:: Your goal ::
Of all the lines in the records below, copy only those that contain the string "dead".

:: Dataset extract ::
····················

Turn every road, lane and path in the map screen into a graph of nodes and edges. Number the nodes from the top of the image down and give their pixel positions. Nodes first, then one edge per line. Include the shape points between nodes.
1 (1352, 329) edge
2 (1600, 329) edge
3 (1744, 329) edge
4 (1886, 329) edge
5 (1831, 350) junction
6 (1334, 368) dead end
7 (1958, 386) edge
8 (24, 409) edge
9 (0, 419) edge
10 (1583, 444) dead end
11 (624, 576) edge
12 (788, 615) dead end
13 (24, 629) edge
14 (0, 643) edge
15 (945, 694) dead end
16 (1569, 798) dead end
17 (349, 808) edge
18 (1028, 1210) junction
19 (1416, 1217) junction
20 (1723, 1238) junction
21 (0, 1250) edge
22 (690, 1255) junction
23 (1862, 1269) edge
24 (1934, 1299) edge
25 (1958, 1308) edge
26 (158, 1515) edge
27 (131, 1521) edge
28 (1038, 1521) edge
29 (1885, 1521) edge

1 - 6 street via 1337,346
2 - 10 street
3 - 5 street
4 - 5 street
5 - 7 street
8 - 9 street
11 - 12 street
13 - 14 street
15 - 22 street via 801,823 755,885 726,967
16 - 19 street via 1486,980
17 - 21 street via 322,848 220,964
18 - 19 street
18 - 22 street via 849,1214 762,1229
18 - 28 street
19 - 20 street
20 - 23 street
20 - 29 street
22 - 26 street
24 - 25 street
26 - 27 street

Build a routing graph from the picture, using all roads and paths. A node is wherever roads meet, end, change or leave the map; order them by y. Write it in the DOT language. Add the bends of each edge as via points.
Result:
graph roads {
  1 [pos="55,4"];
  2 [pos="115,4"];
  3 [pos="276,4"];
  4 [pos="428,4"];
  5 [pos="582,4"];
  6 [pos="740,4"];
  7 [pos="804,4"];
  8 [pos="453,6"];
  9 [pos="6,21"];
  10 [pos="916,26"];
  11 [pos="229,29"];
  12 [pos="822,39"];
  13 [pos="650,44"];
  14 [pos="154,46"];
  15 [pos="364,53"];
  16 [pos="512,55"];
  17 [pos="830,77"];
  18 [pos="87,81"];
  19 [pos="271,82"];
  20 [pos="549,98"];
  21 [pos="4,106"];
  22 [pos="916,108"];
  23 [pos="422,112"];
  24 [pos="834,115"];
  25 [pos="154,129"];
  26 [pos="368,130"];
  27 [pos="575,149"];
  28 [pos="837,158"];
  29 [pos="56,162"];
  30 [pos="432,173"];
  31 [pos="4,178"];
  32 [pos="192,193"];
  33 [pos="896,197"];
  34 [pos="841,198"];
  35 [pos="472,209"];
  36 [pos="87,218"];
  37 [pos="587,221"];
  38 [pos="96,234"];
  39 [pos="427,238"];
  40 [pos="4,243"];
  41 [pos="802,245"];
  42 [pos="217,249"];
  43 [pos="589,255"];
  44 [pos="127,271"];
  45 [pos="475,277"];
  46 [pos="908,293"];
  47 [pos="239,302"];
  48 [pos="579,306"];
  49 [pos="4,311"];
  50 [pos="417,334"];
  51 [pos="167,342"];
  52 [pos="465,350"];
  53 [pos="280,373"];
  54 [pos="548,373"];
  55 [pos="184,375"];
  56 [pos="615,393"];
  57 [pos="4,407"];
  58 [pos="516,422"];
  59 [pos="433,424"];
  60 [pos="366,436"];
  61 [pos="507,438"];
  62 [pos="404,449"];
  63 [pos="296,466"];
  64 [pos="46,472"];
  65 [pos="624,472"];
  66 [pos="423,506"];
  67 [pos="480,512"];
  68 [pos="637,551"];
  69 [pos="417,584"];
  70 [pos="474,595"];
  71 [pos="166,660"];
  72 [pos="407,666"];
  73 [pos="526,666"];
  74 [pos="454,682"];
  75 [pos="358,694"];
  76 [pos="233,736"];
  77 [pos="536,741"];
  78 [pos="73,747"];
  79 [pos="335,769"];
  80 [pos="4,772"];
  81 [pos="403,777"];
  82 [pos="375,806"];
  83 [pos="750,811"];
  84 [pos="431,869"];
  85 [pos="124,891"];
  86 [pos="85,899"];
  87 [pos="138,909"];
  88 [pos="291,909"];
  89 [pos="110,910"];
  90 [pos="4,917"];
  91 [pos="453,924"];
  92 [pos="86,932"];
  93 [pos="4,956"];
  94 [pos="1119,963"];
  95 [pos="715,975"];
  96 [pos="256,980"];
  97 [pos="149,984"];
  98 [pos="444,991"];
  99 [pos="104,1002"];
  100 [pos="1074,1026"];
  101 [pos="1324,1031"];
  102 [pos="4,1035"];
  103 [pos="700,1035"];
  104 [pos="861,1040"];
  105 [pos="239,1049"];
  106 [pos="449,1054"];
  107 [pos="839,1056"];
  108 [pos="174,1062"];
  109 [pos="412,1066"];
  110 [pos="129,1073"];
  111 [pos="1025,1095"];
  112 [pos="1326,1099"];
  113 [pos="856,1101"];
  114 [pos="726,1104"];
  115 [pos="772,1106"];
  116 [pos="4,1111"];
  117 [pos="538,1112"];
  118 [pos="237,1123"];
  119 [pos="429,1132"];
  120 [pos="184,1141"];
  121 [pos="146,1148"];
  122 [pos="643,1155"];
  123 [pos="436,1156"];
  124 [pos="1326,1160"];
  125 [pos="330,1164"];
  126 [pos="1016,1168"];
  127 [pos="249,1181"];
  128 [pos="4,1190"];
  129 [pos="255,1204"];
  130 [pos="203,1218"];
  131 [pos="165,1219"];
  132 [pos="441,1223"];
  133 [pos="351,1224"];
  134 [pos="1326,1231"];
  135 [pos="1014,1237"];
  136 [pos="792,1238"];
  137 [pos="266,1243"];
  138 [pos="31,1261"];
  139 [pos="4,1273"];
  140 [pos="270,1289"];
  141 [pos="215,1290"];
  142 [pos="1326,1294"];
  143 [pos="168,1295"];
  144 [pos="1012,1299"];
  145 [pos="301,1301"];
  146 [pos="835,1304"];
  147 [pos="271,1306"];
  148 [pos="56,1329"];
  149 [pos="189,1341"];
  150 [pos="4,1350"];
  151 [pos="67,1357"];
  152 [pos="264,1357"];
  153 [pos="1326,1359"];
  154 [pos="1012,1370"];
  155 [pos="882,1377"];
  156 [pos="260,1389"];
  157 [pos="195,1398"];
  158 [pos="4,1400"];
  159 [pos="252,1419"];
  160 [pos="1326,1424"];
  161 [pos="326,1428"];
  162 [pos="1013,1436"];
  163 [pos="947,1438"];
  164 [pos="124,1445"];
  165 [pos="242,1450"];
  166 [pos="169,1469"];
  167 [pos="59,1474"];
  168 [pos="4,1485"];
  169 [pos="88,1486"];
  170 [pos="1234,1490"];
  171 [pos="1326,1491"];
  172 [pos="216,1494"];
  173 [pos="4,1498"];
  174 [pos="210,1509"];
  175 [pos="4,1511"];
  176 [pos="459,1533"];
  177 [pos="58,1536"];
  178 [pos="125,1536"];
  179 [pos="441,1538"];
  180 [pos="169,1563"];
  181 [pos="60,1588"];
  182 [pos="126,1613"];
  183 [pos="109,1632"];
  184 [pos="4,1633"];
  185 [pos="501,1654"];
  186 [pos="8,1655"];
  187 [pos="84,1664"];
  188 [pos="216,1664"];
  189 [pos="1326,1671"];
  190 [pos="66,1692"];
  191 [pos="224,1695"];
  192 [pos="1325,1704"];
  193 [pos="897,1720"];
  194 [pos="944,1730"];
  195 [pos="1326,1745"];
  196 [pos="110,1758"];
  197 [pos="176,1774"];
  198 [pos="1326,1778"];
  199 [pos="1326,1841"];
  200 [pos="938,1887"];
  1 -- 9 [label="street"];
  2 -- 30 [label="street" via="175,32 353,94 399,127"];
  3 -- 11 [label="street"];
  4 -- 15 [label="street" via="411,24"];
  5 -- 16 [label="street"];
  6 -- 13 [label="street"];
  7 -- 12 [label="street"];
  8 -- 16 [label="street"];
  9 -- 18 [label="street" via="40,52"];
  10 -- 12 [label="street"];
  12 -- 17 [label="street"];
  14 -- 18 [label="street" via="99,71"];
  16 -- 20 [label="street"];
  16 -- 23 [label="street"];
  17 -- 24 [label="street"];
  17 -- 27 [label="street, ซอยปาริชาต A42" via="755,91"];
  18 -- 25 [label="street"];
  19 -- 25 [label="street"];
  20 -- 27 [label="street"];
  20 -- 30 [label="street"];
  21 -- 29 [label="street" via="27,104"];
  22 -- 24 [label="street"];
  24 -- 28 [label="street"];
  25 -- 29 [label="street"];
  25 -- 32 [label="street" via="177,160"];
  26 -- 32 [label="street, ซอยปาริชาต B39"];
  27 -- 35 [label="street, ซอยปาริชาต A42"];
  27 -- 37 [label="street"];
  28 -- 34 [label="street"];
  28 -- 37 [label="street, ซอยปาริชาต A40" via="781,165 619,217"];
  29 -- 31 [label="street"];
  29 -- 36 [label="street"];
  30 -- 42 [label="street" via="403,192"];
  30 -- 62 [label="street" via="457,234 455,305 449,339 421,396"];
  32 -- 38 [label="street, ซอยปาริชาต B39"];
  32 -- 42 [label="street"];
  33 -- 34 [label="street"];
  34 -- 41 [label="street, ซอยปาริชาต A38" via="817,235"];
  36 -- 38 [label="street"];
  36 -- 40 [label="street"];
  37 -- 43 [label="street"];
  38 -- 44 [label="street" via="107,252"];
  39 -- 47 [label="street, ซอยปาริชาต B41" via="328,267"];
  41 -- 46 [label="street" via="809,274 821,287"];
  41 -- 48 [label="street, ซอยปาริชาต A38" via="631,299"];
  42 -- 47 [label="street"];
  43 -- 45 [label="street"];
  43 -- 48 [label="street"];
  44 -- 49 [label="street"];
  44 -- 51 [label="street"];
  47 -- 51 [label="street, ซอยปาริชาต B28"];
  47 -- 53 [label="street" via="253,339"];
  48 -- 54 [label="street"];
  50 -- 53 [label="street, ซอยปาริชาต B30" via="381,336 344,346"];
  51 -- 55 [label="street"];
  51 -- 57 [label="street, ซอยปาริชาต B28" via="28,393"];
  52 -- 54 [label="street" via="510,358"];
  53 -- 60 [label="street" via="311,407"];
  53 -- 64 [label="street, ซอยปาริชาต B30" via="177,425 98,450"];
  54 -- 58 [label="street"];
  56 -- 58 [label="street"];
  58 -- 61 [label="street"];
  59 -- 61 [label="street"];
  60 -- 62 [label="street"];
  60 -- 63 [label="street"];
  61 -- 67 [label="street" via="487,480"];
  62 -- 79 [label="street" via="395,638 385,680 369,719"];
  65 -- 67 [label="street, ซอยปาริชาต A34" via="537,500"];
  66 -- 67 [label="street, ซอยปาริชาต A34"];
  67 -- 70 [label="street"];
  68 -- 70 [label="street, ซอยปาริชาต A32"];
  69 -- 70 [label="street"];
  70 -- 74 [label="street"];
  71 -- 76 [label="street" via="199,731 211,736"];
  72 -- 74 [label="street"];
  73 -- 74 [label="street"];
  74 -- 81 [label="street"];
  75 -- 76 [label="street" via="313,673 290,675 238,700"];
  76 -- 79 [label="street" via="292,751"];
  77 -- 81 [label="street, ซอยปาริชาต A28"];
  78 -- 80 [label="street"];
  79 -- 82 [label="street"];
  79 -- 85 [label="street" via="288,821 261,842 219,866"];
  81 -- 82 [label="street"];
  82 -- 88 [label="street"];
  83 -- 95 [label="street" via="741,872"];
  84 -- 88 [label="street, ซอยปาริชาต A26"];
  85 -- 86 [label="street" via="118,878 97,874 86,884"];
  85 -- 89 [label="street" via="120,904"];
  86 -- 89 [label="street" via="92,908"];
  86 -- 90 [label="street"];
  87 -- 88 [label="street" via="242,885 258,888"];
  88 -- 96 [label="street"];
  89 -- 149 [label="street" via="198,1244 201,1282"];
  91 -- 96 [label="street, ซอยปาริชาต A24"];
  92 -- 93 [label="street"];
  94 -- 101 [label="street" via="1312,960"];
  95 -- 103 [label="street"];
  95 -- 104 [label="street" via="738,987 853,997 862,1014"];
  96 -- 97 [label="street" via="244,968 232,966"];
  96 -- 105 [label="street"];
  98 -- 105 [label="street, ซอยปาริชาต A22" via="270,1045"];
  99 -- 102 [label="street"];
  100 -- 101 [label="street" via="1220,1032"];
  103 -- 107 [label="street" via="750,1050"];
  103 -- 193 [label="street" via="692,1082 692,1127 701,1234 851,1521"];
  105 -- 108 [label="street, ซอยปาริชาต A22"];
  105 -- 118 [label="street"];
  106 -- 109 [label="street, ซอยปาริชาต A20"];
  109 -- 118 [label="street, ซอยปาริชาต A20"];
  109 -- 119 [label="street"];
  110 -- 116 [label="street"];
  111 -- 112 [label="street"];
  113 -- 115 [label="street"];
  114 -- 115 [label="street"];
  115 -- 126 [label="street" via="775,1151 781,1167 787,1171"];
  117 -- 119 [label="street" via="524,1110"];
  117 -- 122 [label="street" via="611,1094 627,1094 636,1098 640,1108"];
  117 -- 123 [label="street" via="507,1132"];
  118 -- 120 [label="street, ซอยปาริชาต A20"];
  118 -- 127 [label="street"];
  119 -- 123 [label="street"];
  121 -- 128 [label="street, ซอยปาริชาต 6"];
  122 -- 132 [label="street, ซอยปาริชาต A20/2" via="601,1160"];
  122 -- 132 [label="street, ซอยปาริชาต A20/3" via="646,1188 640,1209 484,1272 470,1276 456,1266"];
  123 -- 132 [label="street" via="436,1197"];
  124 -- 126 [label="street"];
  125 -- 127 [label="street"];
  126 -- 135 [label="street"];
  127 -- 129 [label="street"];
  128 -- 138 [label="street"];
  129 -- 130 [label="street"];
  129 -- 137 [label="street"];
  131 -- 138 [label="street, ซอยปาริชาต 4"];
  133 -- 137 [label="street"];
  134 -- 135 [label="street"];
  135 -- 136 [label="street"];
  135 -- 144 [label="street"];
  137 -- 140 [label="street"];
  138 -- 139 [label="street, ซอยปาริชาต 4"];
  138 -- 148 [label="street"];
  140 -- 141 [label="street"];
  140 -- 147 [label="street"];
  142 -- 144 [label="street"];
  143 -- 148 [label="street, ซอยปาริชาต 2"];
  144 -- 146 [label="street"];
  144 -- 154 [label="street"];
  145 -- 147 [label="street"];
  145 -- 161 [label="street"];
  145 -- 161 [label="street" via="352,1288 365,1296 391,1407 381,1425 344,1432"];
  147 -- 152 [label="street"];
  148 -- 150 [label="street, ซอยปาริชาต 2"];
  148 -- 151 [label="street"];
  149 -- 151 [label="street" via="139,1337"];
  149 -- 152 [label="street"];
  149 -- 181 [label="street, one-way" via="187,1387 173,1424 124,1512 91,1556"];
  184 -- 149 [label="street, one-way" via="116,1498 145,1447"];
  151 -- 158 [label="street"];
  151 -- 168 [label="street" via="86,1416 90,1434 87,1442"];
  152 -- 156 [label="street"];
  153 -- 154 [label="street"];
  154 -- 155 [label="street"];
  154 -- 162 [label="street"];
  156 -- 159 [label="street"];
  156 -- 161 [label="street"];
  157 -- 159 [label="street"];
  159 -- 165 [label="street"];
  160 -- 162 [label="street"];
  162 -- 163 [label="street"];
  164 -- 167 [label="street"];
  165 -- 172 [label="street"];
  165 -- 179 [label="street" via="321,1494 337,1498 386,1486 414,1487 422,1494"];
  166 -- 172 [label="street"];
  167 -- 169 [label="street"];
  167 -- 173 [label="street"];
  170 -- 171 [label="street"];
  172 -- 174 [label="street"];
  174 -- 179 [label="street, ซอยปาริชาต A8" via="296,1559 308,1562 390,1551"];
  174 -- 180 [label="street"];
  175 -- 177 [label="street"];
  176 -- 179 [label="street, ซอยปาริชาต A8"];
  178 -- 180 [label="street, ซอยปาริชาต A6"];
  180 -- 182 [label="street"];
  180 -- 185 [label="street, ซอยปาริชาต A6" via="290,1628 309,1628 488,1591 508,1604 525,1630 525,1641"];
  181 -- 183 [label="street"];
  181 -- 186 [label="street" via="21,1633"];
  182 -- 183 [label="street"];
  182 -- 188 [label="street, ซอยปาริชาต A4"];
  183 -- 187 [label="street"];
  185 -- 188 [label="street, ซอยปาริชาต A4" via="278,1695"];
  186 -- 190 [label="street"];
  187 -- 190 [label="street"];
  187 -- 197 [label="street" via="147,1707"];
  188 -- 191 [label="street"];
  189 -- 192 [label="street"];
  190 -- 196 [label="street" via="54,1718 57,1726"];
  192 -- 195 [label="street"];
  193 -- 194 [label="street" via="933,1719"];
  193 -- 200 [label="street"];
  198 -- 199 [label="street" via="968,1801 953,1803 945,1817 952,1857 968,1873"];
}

····················

:: Written response ::
6 (1334, 368) dead end
10 (1583, 444) dead end
12 (788, 615) dead end
15 (945, 694) dead end
16 (1569, 798) dead end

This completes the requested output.